(Saved data entries)
_ _ _

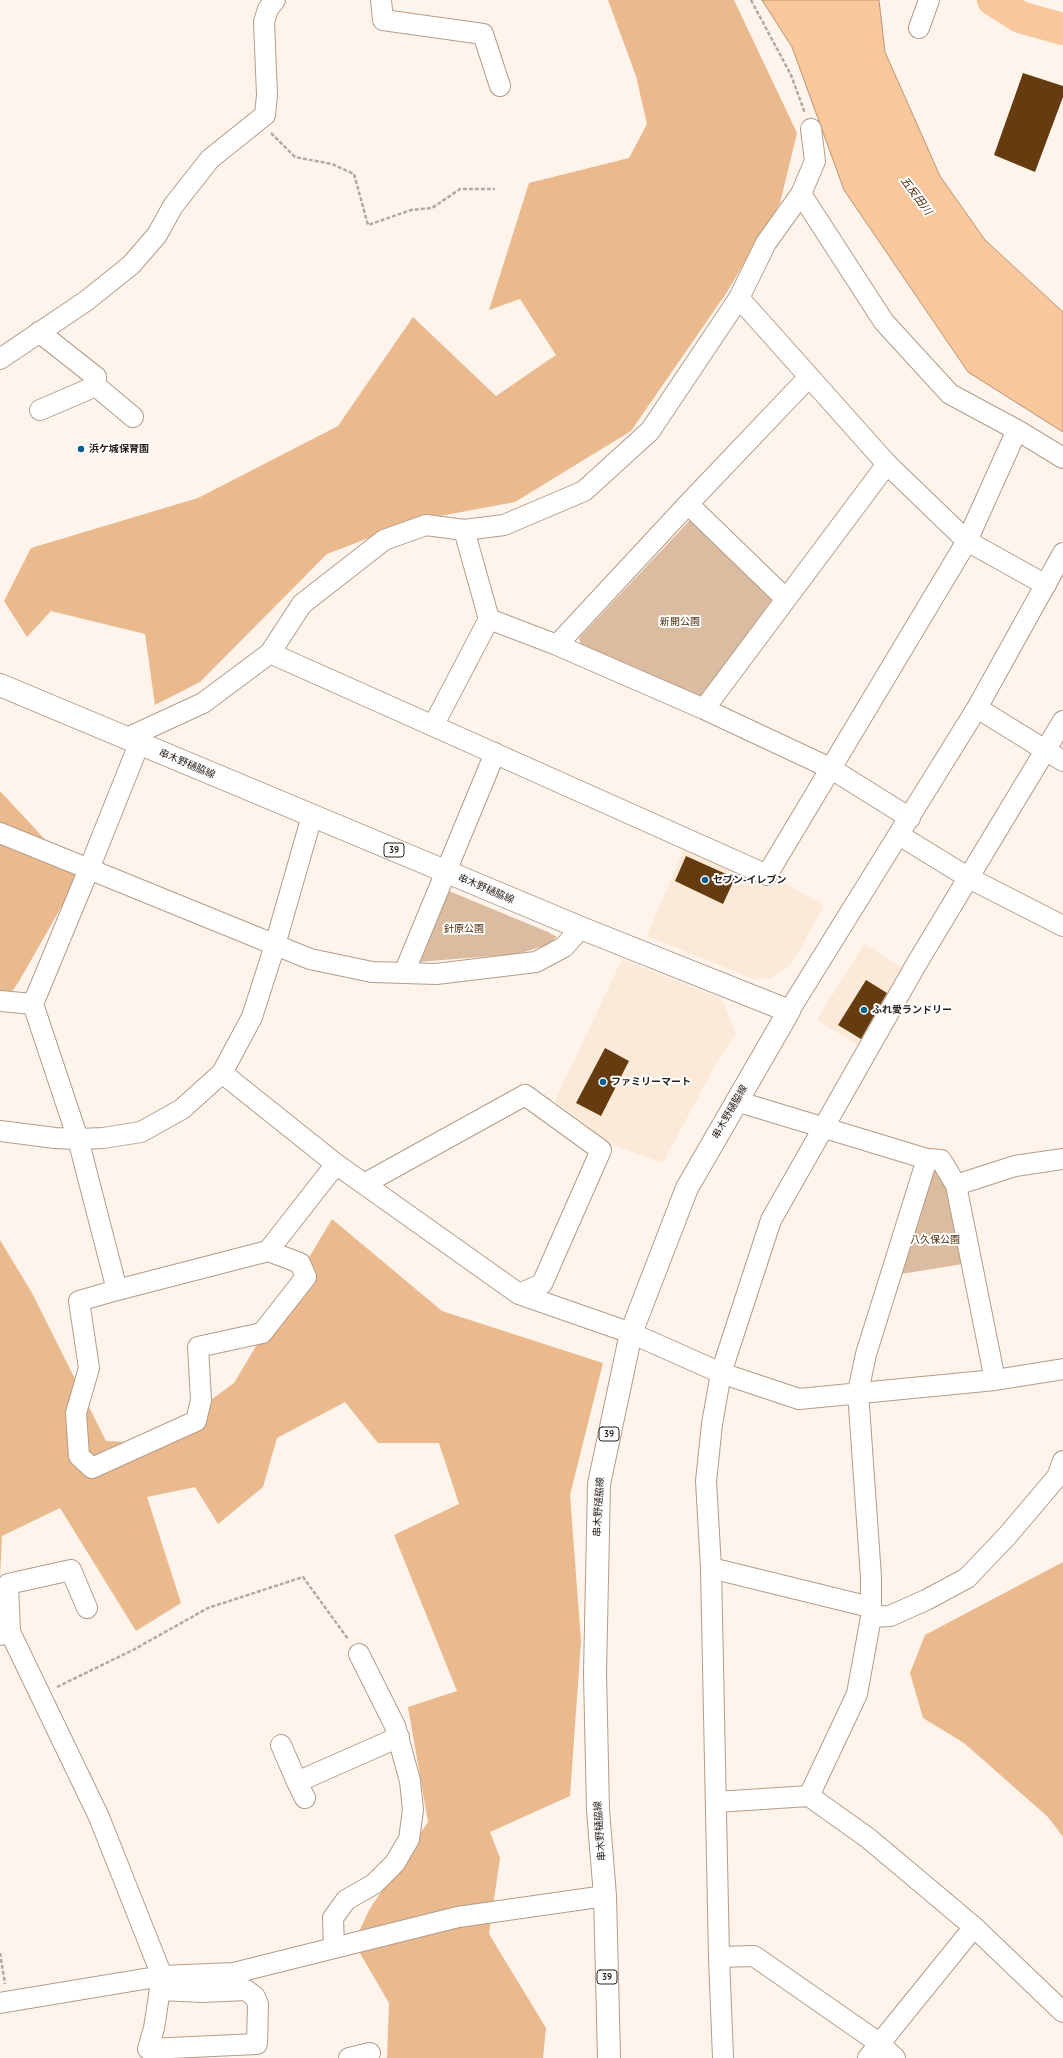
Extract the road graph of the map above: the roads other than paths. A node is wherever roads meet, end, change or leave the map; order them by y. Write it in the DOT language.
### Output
graph roads {
  1 [pos="275,0"];
  2 [pos="381,0"];
  3 [pos="929,1"];
  4 [pos="919,28"];
  5 [pos="500,86"];
  6 [pos="811,129"];
  7 [pos="801,194"];
  8 [pos="739,298"];
  9 [pos="39,332"];
  10 [pos="0,358"];
  11 [pos="808,378"];
  12 [pos="96,386"];
  13 [pos="40,410"];
  14 [pos="133,417"];
  15 [pos="1017,430"];
  16 [pos="1063,458"];
  17 [pos="886,464"];
  18 [pos="688,504"];
  19 [pos="464,530"];
  20 [pos="967,541"];
  21 [pos="1063,553"];
  22 [pos="1046,585"];
  23 [pos="786,599"];
  24 [pos="489,619"];
  25 [pos="557,645"];
  26 [pos="270,653"];
  27 [pos="0,685"];
  28 [pos="977,708"];
  29 [pos="704,709"];
  30 [pos="1063,721"];
  31 [pos="433,726"];
  32 [pos="133,741"];
  33 [pos="1046,750"];
  34 [pos="494,753"];
  35 [pos="1063,761"];
  36 [pos="830,768"];
  37 [pos="312,816"];
  38 [pos="910,818"];
  39 [pos="0,833"];
  40 [pos="899,835"];
  41 [pos="89,869"];
  42 [pos="446,872"];
  43 [pos="968,878"];
  44 [pos="1063,926"];
  45 [pos="581,928"];
  46 [pos="275,945"];
  47 [pos="404,973"];
  48 [pos="0,1001"];
  49 [pos="33,1004"];
  50 [pos="789,1011"];
  51 [pos="222,1073"];
  52 [pos="736,1101"];
  53 [pos="824,1129"];
  54 [pos="0,1131"];
  55 [pos="78,1139"];
  56 [pos="927,1159"];
  57 [pos="1063,1159"];
  58 [pos="336,1164"];
  59 [pos="364,1184"];
  60 [pos="956,1185"];
  61 [pos="268,1252"];
  62 [pos="117,1290"];
  63 [pos="519,1294"];
  64 [pos="631,1333"];
  65 [pos="1063,1369"];
  66 [pos="721,1373"];
  67 [pos="995,1380"];
  68 [pos="858,1392"];
  69 [pos="1061,1473"];
  70 [pos="711,1568"];
  71 [pos="87,1608"];
  72 [pos="871,1612"];
  73 [pos="5,1634"];
  74 [pos="359,1654"];
  75 [pos="399,1737"];
  76 [pos="282,1745"];
  77 [pos="809,1796"];
  78 [pos="716,1802"];
  79 [pos="605,1896"];
  80 [pos="974,1928"];
  81 [pos="334,1947"];
  82 [pos="719,1958"];
  83 [pos="161,1983"];
  84 [pos="4,2003"];
  85 [pos="1063,2012"];
  86 [pos="257,2051"];
  87 [pos="873,2051"];
  88 [pos="370,2053"];
  89 [pos="349,2058"];
  90 [pos="609,2058"];
  91 [pos="723,2058"];
  92 [pos="895,2058"];
  1 -- 9 [label="street"];
  2 -- 5 [label="street"];
  3 -- 4 [label="street"];
  6 -- 7 [label="street"];
  7 -- 8 [label="street"];
  7 -- 15 [label="street"];
  8 -- 11 [label="street"];
  8 -- 19 [label="street"];
  9 -- 10 [label="street"];
  9 -- 12 [label="street"];
  11 -- 17 [label="street"];
  11 -- 18 [label="street"];
  12 -- 13 [label="street"];
  12 -- 14 [label="street"];
  15 -- 16 [label="street"];
  15 -- 20 [label="street"];
  17 -- 20 [label="street"];
  17 -- 23 [label="street"];
  18 -- 23 [label="street"];
  18 -- 25 [label="street"];
  19 -- 24 [label="street"];
  19 -- 26 [label="street"];
  20 -- 22 [label="street"];
  20 -- 36 [label="street"];
  21 -- 22 [label="street"];
  22 -- 28 [label="street"];
  23 -- 29 [label="street"];
  24 -- 25 [label="street"];
  24 -- 31 [label="street"];
  25 -- 29 [label="street"];
  26 -- 31 [label="street"];
  26 -- 32 [label="street"];
  27 -- 32 [label="main road, 串木野樋脇線 / 39"];
  28 -- 33 [label="street"];
  28 -- 38 [label="street"];
  29 -- 36 [label="street"];
  30 -- 33 [label="street"];
  31 -- 34 [label="street"];
  32 -- 37 [label="main road, 串木野樋脇線 / 39"];
  32 -- 41 [label="street"];
  33 -- 35 [label="street"];
  33 -- 43 [label="street"];
  34 -- 36 [label="street"];
  34 -- 42 [label="street"];
  36 -- 38 [label="street"];
  37 -- 42 [label="main road, 串木野樋脇線 / 39"];
  37 -- 46 [label="street"];
  38 -- 40 [label="street"];
  39 -- 41 [label="street"];
  40 -- 43 [label="street"];
  40 -- 50 [label="street"];
  41 -- 46 [label="street"];
  41 -- 49 [label="street"];
  42 -- 45 [label="main road, 串木野樋脇線 / 39"];
  42 -- 47 [label="street"];
  43 -- 44 [label="street"];
  43 -- 53 [label="street"];
  45 -- 47 [label="street"];
  45 -- 50 [label="main road, 串木野樋脇線 / 39"];
  46 -- 47 [label="street"];
  46 -- 51 [label="street"];
  48 -- 49 [label="street"];
  49 -- 55 [label="street"];
  50 -- 52 [label="main road, 串木野樋脇線 / 39"];
  51 -- 55 [label="street"];
  51 -- 58 [label="street"];
  52 -- 53 [label="street"];
  52 -- 64 [label="main road, 串木野樋脇線 / 39"];
  53 -- 56 [label="street"];
  53 -- 66 [label="street"];
  54 -- 55 [label="street"];
  55 -- 62 [label="street"];
  56 -- 60 [label="street"];
  56 -- 68 [label="street"];
  57 -- 60 [label="street"];
  58 -- 59 [label="street"];
  58 -- 61 [label="street"];
  59 -- 63 [label="street"];
  59 -- 63 [label="street"];
  60 -- 67 [label="street"];
  61 -- 62 [label="street"];
  61 -- 62 [label="street"];
  63 -- 64 [label="street"];
  64 -- 66 [label="street"];
  64 -- 79 [label="main road, 串木野樋脇線 / 39"];
  65 -- 67 [label="street"];
  66 -- 68 [label="street"];
  66 -- 70 [label="street"];
  67 -- 68 [label="street"];
  68 -- 72 [label="street"];
  69 -- 72 [label="street"];
  70 -- 72 [label="street"];
  70 -- 78 [label="street"];
  71 -- 73 [label="street"];
  72 -- 77 [label="street"];
  73 -- 83 [label="street"];
  74 -- 75 [label="street"];
  75 -- 76 [label="street"];
  75 -- 81 [label="street"];
  77 -- 78 [label="street"];
  77 -- 80 [label="street"];
  78 -- 82 [label="street"];
  79 -- 81 [label="street"];
  79 -- 90 [label="main road, 串木野樋脇線 / 39"];
  80 -- 85 [label="street"];
  80 -- 87 [label="street"];
  81 -- 83 [label="street"];
  82 -- 87 [label="street"];
  82 -- 91 [label="street"];
  83 -- 84 [label="street"];
  83 -- 86 [label="street"];
  83 -- 86 [label="street"];
  87 -- 92 [label="street"];
  88 -- 89 [label="street"];
}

_ _ _

Please print all the data above word for word. Pictures should not appear in the copy.

Extract the road graph of the map above: the roads other than paths. A node is wherever roads meet, end, change or leave the map; order them by y. Write it in the DOT language.
### Output
graph roads {
  1 [pos="275,0"];
  2 [pos="381,0"];
  3 [pos="929,1"];
  4 [pos="919,28"];
  5 [pos="500,86"];
  6 [pos="811,129"];
  7 [pos="801,194"];
  8 [pos="739,298"];
  9 [pos="39,332"];
  10 [pos="0,358"];
  11 [pos="808,378"];
  12 [pos="96,386"];
  13 [pos="40,410"];
  14 [pos="133,417"];
  15 [pos="1017,430"];
  16 [pos="1063,458"];
  17 [pos="886,464"];
  18 [pos="688,504"];
  19 [pos="464,530"];
  20 [pos="967,541"];
  21 [pos="1063,553"];
  22 [pos="1046,585"];
  23 [pos="786,599"];
  24 [pos="489,619"];
  25 [pos="557,645"];
  26 [pos="270,653"];
  27 [pos="0,685"];
  28 [pos="977,708"];
  29 [pos="704,709"];
  30 [pos="1063,721"];
  31 [pos="433,726"];
  32 [pos="133,741"];
  33 [pos="1046,750"];
  34 [pos="494,753"];
  35 [pos="1063,761"];
  36 [pos="830,768"];
  37 [pos="312,816"];
  38 [pos="910,818"];
  39 [pos="0,833"];
  40 [pos="899,835"];
  41 [pos="89,869"];
  42 [pos="446,872"];
  43 [pos="968,878"];
  44 [pos="1063,926"];
  45 [pos="581,928"];
  46 [pos="275,945"];
  47 [pos="404,973"];
  48 [pos="0,1001"];
  49 [pos="33,1004"];
  50 [pos="789,1011"];
  51 [pos="222,1073"];
  52 [pos="736,1101"];
  53 [pos="824,1129"];
  54 [pos="0,1131"];
  55 [pos="78,1139"];
  56 [pos="927,1159"];
  57 [pos="1063,1159"];
  58 [pos="336,1164"];
  59 [pos="364,1184"];
  60 [pos="956,1185"];
  61 [pos="268,1252"];
  62 [pos="117,1290"];
  63 [pos="519,1294"];
  64 [pos="631,1333"];
  65 [pos="1063,1369"];
  66 [pos="721,1373"];
  67 [pos="995,1380"];
  68 [pos="858,1392"];
  69 [pos="1061,1473"];
  70 [pos="711,1568"];
  71 [pos="87,1608"];
  72 [pos="871,1612"];
  73 [pos="5,1634"];
  74 [pos="359,1654"];
  75 [pos="399,1737"];
  76 [pos="282,1745"];
  77 [pos="809,1796"];
  78 [pos="716,1802"];
  79 [pos="605,1896"];
  80 [pos="974,1928"];
  81 [pos="334,1947"];
  82 [pos="719,1958"];
  83 [pos="161,1983"];
  84 [pos="4,2003"];
  85 [pos="1063,2012"];
  86 [pos="257,2051"];
  87 [pos="873,2051"];
  88 [pos="370,2053"];
  89 [pos="349,2058"];
  90 [pos="609,2058"];
  91 [pos="723,2058"];
  92 [pos="895,2058"];
  1 -- 9 [label="street"];
  2 -- 5 [label="street"];
  3 -- 4 [label="street"];
  6 -- 7 [label="street"];
  7 -- 8 [label="street"];
  7 -- 15 [label="street"];
  8 -- 11 [label="street"];
  8 -- 19 [label="street"];
  9 -- 10 [label="street"];
  9 -- 12 [label="street"];
  11 -- 17 [label="street"];
  11 -- 18 [label="street"];
  12 -- 13 [label="street"];
  12 -- 14 [label="street"];
  15 -- 16 [label="street"];
  15 -- 20 [label="street"];
  17 -- 20 [label="street"];
  17 -- 23 [label="street"];
  18 -- 23 [label="street"];
  18 -- 25 [label="street"];
  19 -- 24 [label="street"];
  19 -- 26 [label="street"];
  20 -- 22 [label="street"];
  20 -- 36 [label="street"];
  21 -- 22 [label="street"];
  22 -- 28 [label="street"];
  23 -- 29 [label="street"];
  24 -- 25 [label="street"];
  24 -- 31 [label="street"];
  25 -- 29 [label="street"];
  26 -- 31 [label="street"];
  26 -- 32 [label="street"];
  27 -- 32 [label="main road, 串木野樋脇線 / 39"];
  28 -- 33 [label="street"];
  28 -- 38 [label="street"];
  29 -- 36 [label="street"];
  30 -- 33 [label="street"];
  31 -- 34 [label="street"];
  32 -- 37 [label="main road, 串木野樋脇線 / 39"];
  32 -- 41 [label="street"];
  33 -- 35 [label="street"];
  33 -- 43 [label="street"];
  34 -- 36 [label="street"];
  34 -- 42 [label="street"];
  36 -- 38 [label="street"];
  37 -- 42 [label="main road, 串木野樋脇線 / 39"];
  37 -- 46 [label="street"];
  38 -- 40 [label="street"];
  39 -- 41 [label="street"];
  40 -- 43 [label="street"];
  40 -- 50 [label="street"];
  41 -- 46 [label="street"];
  41 -- 49 [label="street"];
  42 -- 45 [label="main road, 串木野樋脇線 / 39"];
  42 -- 47 [label="street"];
  43 -- 44 [label="street"];
  43 -- 53 [label="street"];
  45 -- 47 [label="street"];
  45 -- 50 [label="main road, 串木野樋脇線 / 39"];
  46 -- 47 [label="street"];
  46 -- 51 [label="street"];
  48 -- 49 [label="street"];
  49 -- 55 [label="street"];
  50 -- 52 [label="main road, 串木野樋脇線 / 39"];
  51 -- 55 [label="street"];
  51 -- 58 [label="street"];
  52 -- 53 [label="street"];
  52 -- 64 [label="main road, 串木野樋脇線 / 39"];
  53 -- 56 [label="street"];
  53 -- 66 [label="street"];
  54 -- 55 [label="street"];
  55 -- 62 [label="street"];
  56 -- 60 [label="street"];
  56 -- 68 [label="street"];
  57 -- 60 [label="street"];
  58 -- 59 [label="street"];
  58 -- 61 [label="street"];
  59 -- 63 [label="street"];
  59 -- 63 [label="street"];
  60 -- 67 [label="street"];
  61 -- 62 [label="street"];
  61 -- 62 [label="street"];
  63 -- 64 [label="street"];
  64 -- 66 [label="street"];
  64 -- 79 [label="main road, 串木野樋脇線 / 39"];
  65 -- 67 [label="street"];
  66 -- 68 [label="street"];
  66 -- 70 [label="street"];
  67 -- 68 [label="street"];
  68 -- 72 [label="street"];
  69 -- 72 [label="street"];
  70 -- 72 [label="street"];
  70 -- 78 [label="street"];
  71 -- 73 [label="street"];
  72 -- 77 [label="street"];
  73 -- 83 [label="street"];
  74 -- 75 [label="street"];
  75 -- 76 [label="street"];
  75 -- 81 [label="street"];
  77 -- 78 [label="street"];
  77 -- 80 [label="street"];
  78 -- 82 [label="street"];
  79 -- 81 [label="street"];
  79 -- 90 [label="main road, 串木野樋脇線 / 39"];
  80 -- 85 [label="street"];
  80 -- 87 [label="street"];
  81 -- 83 [label="street"];
  82 -- 87 [label="street"];
  82 -- 91 [label="street"];
  83 -- 84 [label="street"];
  83 -- 86 [label="street"];
  83 -- 86 [label="street"];
  87 -- 92 [label="street"];
  88 -- 89 [label="street"];
}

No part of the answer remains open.